— Activity —
Your response must be made up of each line in the data below that contains the string "Temple".
'''
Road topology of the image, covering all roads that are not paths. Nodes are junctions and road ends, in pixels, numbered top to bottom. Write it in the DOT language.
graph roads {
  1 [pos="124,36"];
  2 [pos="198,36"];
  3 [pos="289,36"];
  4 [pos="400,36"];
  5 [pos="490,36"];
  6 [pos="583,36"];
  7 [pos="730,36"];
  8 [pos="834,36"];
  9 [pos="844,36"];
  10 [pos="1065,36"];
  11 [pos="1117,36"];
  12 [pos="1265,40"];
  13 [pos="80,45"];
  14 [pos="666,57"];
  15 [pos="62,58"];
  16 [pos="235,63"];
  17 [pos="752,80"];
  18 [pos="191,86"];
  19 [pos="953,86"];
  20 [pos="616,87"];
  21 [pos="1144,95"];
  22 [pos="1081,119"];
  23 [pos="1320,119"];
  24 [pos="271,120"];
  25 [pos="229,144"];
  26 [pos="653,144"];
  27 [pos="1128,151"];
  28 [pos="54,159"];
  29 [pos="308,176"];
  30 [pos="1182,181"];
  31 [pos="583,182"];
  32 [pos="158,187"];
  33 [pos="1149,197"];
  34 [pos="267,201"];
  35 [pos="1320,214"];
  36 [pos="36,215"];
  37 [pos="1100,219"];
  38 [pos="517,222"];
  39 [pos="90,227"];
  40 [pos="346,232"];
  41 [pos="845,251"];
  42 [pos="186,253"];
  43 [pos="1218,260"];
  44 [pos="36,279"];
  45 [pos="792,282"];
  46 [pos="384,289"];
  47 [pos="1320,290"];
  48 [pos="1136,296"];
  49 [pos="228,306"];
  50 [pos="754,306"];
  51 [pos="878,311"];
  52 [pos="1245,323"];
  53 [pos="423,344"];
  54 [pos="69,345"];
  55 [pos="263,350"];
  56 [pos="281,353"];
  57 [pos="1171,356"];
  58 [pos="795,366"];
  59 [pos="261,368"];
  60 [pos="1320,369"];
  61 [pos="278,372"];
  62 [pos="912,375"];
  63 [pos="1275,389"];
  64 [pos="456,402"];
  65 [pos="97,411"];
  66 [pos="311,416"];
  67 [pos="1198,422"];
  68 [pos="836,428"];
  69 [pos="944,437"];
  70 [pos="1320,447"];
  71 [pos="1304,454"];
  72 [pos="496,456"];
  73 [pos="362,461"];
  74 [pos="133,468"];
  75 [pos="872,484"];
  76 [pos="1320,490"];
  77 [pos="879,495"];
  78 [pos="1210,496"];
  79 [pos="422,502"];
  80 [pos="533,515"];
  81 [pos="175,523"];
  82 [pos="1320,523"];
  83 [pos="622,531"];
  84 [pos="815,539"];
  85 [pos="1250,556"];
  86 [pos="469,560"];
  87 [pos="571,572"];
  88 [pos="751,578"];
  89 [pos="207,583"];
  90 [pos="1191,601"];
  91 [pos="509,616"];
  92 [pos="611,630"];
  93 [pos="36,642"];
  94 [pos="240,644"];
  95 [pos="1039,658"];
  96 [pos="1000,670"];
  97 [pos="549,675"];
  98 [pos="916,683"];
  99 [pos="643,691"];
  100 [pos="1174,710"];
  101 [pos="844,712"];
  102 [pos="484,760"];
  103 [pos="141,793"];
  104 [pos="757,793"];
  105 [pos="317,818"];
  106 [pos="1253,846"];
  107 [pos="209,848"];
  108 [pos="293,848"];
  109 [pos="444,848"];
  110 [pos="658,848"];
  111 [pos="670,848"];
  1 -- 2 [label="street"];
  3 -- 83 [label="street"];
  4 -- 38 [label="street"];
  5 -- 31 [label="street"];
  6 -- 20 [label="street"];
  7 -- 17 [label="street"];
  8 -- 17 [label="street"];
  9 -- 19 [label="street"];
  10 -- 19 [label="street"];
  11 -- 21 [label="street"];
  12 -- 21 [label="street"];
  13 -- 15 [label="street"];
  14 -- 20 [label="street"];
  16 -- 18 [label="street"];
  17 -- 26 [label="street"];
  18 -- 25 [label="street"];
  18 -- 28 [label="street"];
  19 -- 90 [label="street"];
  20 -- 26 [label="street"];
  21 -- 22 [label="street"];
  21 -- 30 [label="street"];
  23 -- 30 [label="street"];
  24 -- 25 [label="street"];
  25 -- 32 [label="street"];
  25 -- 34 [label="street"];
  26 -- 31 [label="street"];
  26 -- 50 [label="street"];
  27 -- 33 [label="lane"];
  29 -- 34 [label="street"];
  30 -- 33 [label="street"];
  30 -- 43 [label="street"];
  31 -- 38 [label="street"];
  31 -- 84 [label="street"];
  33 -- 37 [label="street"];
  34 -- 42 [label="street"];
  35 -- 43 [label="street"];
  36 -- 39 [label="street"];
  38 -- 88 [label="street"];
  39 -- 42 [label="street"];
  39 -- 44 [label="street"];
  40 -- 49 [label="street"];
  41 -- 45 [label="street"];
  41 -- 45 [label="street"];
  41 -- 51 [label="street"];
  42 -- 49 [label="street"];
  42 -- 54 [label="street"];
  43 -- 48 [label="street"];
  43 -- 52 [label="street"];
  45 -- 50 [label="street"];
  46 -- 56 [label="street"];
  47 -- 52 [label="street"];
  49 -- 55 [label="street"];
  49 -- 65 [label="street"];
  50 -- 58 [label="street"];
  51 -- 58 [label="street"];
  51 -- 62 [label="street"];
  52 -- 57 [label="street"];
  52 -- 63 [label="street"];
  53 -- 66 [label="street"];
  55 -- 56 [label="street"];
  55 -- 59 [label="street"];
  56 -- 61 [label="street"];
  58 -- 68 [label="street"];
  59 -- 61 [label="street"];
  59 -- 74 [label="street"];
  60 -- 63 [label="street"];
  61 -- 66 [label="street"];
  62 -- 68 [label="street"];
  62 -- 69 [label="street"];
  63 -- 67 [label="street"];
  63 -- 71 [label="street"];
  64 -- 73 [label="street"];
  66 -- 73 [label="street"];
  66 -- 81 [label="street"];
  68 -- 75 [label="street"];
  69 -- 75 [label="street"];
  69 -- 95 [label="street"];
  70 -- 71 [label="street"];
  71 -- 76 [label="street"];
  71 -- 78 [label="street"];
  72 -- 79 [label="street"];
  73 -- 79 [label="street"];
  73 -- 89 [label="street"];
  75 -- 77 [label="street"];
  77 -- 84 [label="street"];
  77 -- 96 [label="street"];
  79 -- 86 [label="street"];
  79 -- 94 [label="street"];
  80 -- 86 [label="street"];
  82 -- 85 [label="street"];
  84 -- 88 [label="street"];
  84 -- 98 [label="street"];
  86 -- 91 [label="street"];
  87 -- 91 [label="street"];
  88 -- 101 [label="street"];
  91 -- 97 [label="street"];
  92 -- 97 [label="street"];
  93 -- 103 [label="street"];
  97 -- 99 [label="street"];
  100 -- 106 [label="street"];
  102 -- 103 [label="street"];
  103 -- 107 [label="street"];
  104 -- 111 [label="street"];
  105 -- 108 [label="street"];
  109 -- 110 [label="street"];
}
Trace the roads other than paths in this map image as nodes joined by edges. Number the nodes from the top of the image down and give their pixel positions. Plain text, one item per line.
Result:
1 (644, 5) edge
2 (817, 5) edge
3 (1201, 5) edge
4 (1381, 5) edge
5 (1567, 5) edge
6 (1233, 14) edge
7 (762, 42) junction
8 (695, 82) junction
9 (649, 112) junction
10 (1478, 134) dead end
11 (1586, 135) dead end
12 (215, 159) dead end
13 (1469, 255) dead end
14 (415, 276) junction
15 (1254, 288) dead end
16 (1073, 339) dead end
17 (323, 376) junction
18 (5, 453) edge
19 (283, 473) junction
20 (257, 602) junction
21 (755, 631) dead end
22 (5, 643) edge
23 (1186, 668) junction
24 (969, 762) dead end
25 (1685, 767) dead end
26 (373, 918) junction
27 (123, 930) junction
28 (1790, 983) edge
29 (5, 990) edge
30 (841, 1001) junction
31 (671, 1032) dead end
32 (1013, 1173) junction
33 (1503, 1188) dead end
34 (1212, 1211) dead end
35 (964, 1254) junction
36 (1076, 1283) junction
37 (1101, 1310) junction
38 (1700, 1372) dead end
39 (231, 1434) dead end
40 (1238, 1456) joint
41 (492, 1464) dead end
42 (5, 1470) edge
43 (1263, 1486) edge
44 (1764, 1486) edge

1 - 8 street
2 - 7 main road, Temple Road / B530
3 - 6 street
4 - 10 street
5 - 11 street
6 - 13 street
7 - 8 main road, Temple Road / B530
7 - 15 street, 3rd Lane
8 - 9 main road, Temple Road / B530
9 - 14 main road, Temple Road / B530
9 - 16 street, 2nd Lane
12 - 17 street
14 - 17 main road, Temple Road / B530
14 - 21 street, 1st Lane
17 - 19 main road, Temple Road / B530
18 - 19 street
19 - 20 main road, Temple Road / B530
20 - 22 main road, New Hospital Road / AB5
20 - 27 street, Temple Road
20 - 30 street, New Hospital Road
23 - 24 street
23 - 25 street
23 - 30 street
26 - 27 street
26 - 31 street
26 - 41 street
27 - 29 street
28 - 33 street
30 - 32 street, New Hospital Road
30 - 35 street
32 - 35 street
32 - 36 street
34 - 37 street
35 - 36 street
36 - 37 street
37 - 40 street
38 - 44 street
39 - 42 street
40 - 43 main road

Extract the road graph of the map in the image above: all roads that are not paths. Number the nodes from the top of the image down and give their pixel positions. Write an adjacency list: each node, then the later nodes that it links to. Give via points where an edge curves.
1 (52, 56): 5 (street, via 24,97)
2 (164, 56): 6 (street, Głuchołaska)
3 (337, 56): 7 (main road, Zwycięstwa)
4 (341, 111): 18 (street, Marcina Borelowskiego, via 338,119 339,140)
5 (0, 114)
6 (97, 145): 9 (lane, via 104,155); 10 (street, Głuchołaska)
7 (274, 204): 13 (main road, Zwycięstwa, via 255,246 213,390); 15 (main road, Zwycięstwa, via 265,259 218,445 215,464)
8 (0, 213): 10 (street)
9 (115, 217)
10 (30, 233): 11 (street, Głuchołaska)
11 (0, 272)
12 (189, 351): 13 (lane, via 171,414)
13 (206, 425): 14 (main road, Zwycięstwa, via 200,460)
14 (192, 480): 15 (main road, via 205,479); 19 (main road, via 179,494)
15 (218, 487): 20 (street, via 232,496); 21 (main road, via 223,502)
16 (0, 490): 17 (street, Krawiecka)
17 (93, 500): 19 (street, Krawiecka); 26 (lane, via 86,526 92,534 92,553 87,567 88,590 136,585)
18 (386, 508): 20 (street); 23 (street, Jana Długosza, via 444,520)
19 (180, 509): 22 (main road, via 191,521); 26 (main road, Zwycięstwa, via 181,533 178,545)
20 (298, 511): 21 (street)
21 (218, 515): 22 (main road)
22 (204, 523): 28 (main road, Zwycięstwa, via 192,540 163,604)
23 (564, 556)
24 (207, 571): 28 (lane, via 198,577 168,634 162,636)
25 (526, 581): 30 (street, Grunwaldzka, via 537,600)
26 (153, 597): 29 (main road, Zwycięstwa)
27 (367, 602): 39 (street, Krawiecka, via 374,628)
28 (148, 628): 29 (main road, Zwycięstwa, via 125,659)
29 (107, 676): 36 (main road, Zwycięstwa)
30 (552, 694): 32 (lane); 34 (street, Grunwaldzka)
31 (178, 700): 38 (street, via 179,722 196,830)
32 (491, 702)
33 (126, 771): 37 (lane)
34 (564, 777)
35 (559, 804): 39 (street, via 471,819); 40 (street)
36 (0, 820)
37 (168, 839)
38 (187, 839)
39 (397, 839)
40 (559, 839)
'''
— Task response —
2 - 7 main road, Temple Road / B530
7 - 8 main road, Temple Road / B530
8 - 9 main road, Temple Road / B530
9 - 14 main road, Temple Road / B530
14 - 17 main road, Temple Road / B530
17 - 19 main road, Temple Road / B530
19 - 20 main road, Temple Road / B530
20 - 27 street, Temple Road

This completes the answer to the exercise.